# HCF of 78902, 89765, 12345 using Euclid’s algorithm

HCF of 78902,89765,12345 is 1 the largest number which exactly divides all the numbers i.e. where the remainder is zero. Let us get into the working of this example.

## HCF of 78902, 89765, 12345 using Euclid’s algorithm

Consider we have three numbers 78902, 89765,12345 and we need to find the HCF of three of these numbers.

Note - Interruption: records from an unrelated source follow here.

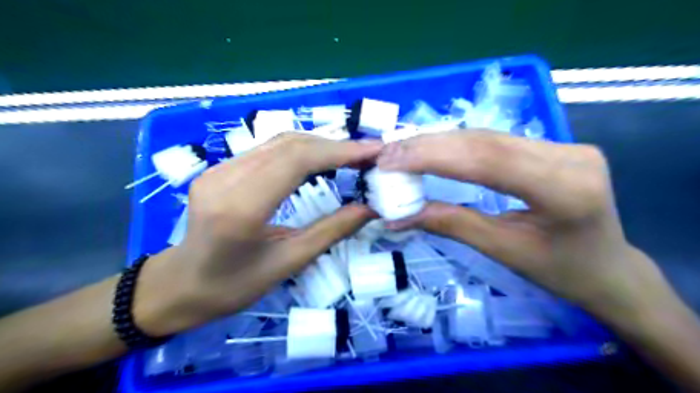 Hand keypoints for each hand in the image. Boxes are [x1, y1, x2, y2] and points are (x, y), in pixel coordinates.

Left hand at [133, 133, 379, 336]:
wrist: (179, 284)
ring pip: (279, 142)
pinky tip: (321, 160)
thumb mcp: (288, 263)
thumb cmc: (233, 286)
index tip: (372, 152)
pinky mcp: (220, 168)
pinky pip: (268, 150)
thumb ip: (330, 232)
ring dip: (320, 145)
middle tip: (368, 154)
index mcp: (240, 209)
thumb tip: (370, 209)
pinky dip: (302, 150)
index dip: (338, 151)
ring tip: (352, 156)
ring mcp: (219, 169)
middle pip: (289, 144)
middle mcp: (225, 178)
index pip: (295, 161)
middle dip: (335, 145)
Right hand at [380, 130, 674, 324]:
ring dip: (440, 142)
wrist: (610, 268)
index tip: (390, 160)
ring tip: (401, 150)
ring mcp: (566, 145)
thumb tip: (398, 216)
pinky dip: (459, 145)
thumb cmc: (560, 270)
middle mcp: (569, 156)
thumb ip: (451, 224)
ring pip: (488, 136)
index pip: (487, 160)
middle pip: (485, 141)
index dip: (433, 156)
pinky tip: (432, 148)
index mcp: (564, 189)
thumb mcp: (502, 251)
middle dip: (429, 146)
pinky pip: (497, 140)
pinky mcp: (556, 145)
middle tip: (388, 153)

To do so, we need to choose the largest integer first i.e. 89765 and then as per Euclid’s Division Lemma a = bq + r where 0 ≤ r ≤ b

Step 1: As 89765 > 78902 on applying division lemma to these numbers we get

89765 = 78902 x 1 + 10863

As the remainder is not zero, in this case, we should proceed with the division lemma procedure by considering 78902 as the divisor and the remainder 10863

Step 2: On applying division lemma to numbers 78902 and 10863 we get as such

78902= 10863 x 7 + 2861

Step 3: Following the same procedure again until we get a remainder zero

10863 = 2861 x 3 + 2280

2861 = 2280 x 1 + 581

2280 = 581 x 3 + 537

581 = 537 x 1 + 44

537 = 44 x 12 + 9

44 = 9 x 4 + 8

9 = 8 x 1 + 1

8 = 1 x 8 + 0

As we see the remainder has become zero, proceeding further isn’t possible and hence HCF is the divisor b left before the remainder zero arrived Which in this case is 1. Thus, we can ay HCF of numbers 78902 and 89765 is 1.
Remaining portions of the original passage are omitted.